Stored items

============

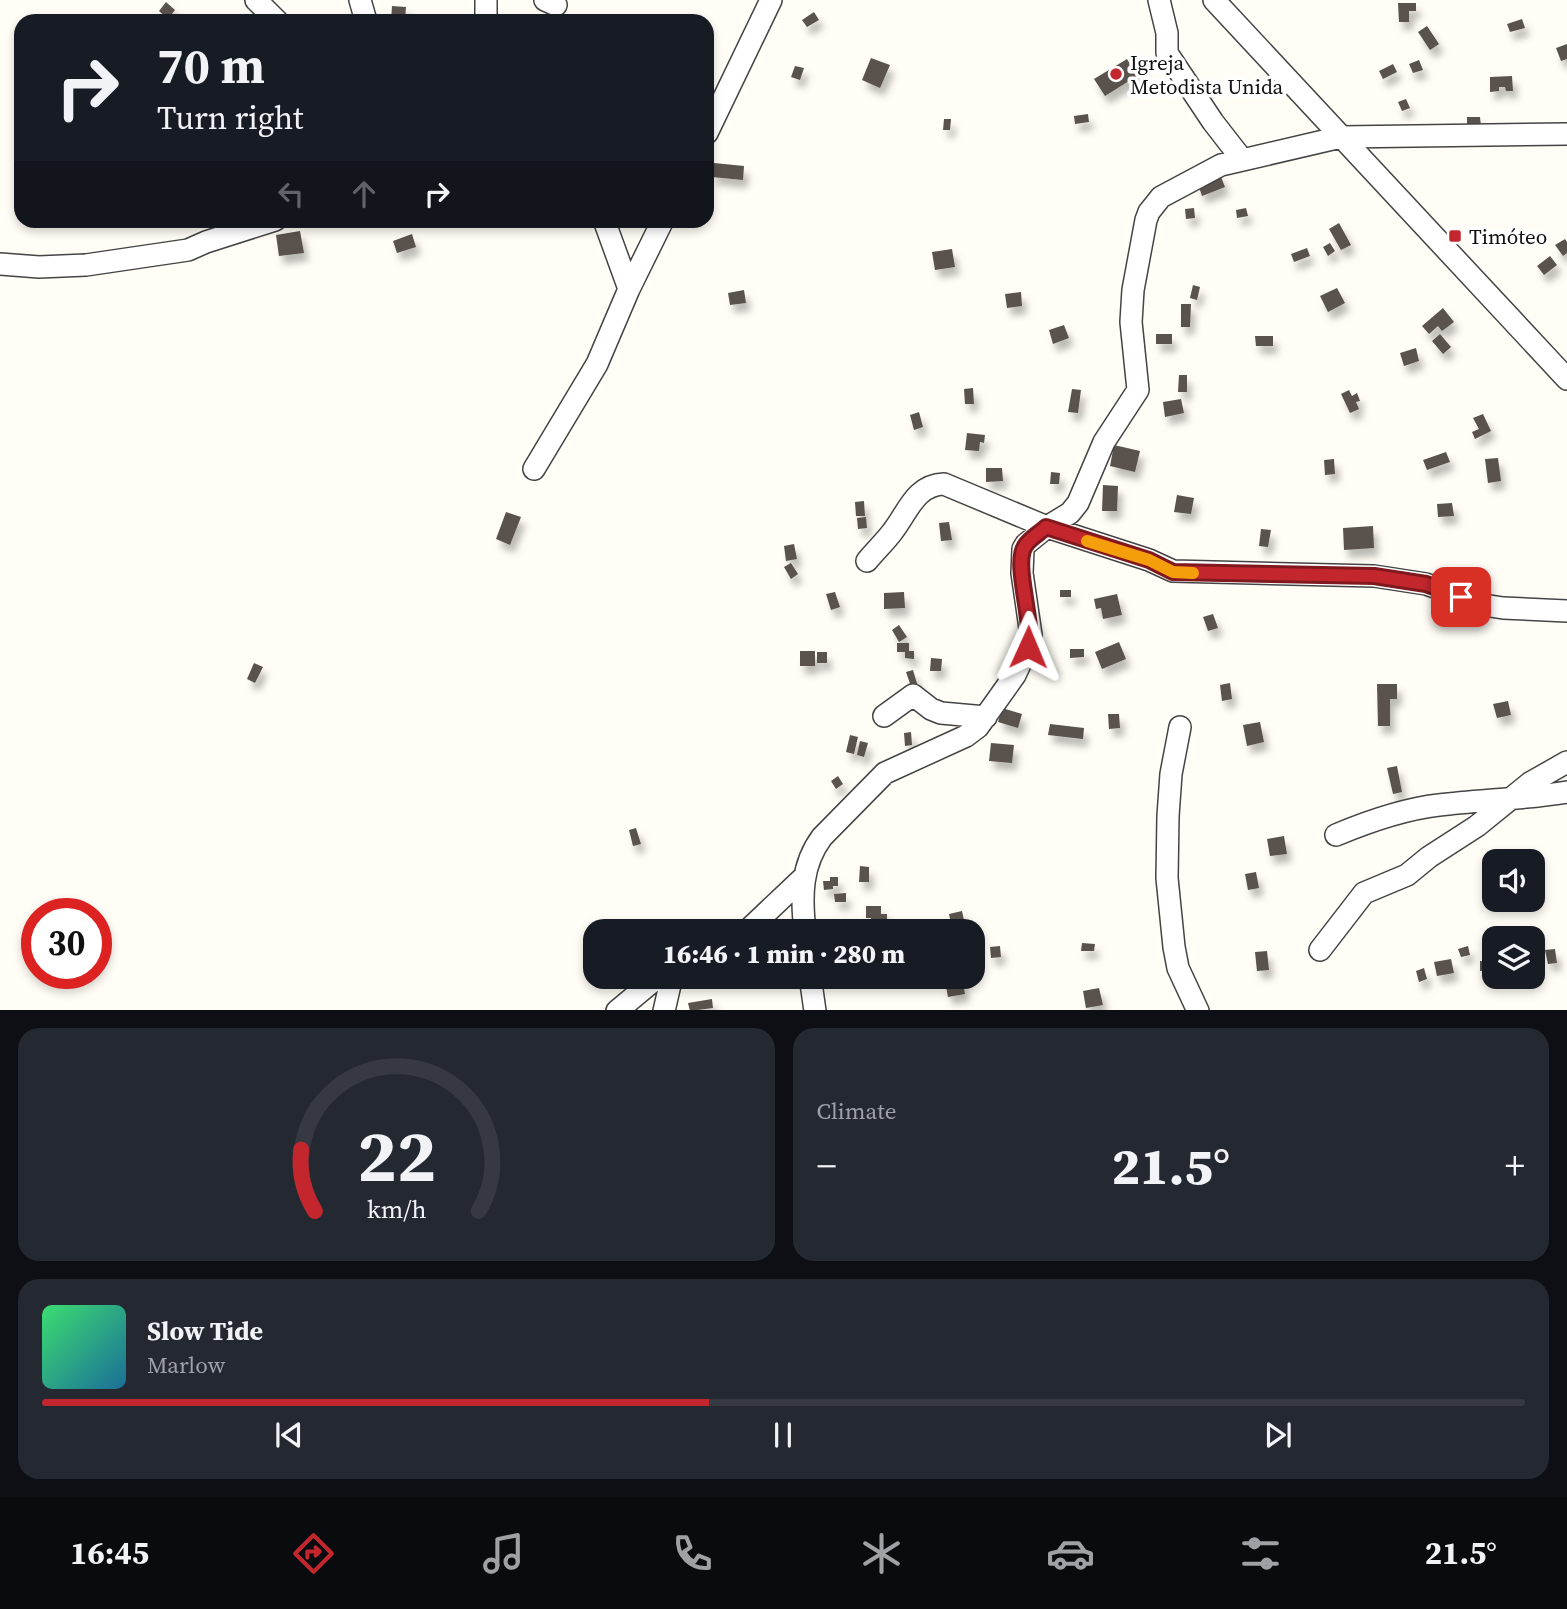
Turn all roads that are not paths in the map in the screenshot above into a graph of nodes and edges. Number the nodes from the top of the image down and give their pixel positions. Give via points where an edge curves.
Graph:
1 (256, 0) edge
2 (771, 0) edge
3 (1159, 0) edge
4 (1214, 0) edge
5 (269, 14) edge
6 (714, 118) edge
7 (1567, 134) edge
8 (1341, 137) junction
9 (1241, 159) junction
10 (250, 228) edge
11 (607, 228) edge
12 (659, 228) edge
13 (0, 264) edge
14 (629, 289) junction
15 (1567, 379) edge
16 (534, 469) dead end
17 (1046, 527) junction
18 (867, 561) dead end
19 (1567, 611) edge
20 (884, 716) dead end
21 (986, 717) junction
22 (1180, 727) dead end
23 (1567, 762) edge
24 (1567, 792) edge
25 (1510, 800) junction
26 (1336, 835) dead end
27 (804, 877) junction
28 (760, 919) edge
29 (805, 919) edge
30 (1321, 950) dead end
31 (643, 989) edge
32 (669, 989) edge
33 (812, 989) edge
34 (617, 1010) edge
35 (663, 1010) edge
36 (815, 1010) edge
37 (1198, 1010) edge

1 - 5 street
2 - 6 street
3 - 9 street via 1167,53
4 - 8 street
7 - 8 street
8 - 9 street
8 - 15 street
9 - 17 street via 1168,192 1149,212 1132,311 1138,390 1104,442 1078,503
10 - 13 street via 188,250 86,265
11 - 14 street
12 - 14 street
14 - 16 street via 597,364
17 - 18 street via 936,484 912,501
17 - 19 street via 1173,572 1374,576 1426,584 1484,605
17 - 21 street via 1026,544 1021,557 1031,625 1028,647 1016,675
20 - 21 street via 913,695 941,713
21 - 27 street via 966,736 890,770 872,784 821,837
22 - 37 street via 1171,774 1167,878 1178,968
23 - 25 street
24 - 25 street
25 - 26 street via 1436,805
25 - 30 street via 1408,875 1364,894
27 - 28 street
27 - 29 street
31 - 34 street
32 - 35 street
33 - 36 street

============

BRIEF: Give the data above again exactly. Leave the pictures out.

PROBLEM SOLUTION:
Turn all roads that are not paths in the map in the screenshot above into a graph of nodes and edges. Number the nodes from the top of the image down and give their pixel positions. Give via points where an edge curves.
Graph:
1 (256, 0) edge
2 (771, 0) edge
3 (1159, 0) edge
4 (1214, 0) edge
5 (269, 14) edge
6 (714, 118) edge
7 (1567, 134) edge
8 (1341, 137) junction
9 (1241, 159) junction
10 (250, 228) edge
11 (607, 228) edge
12 (659, 228) edge
13 (0, 264) edge
14 (629, 289) junction
15 (1567, 379) edge
16 (534, 469) dead end
17 (1046, 527) junction
18 (867, 561) dead end
19 (1567, 611) edge
20 (884, 716) dead end
21 (986, 717) junction
22 (1180, 727) dead end
23 (1567, 762) edge
24 (1567, 792) edge
25 (1510, 800) junction
26 (1336, 835) dead end
27 (804, 877) junction
28 (760, 919) edge
29 (805, 919) edge
30 (1321, 950) dead end
31 (643, 989) edge
32 (669, 989) edge
33 (812, 989) edge
34 (617, 1010) edge
35 (663, 1010) edge
36 (815, 1010) edge
37 (1198, 1010) edge

1 - 5 street
2 - 6 street
3 - 9 street via 1167,53
4 - 8 street
7 - 8 street
8 - 9 street
8 - 15 street
9 - 17 street via 1168,192 1149,212 1132,311 1138,390 1104,442 1078,503
10 - 13 street via 188,250 86,265
11 - 14 street
12 - 14 street
14 - 16 street via 597,364
17 - 18 street via 936,484 912,501
17 - 19 street via 1173,572 1374,576 1426,584 1484,605
17 - 21 street via 1026,544 1021,557 1031,625 1028,647 1016,675
20 - 21 street via 913,695 941,713
21 - 27 street via 966,736 890,770 872,784 821,837
22 - 37 street via 1171,774 1167,878 1178,968
23 - 25 street
24 - 25 street
25 - 26 street via 1436,805
25 - 30 street via 1408,875 1364,894
27 - 28 street
27 - 29 street
31 - 34 street
32 - 35 street
33 - 36 street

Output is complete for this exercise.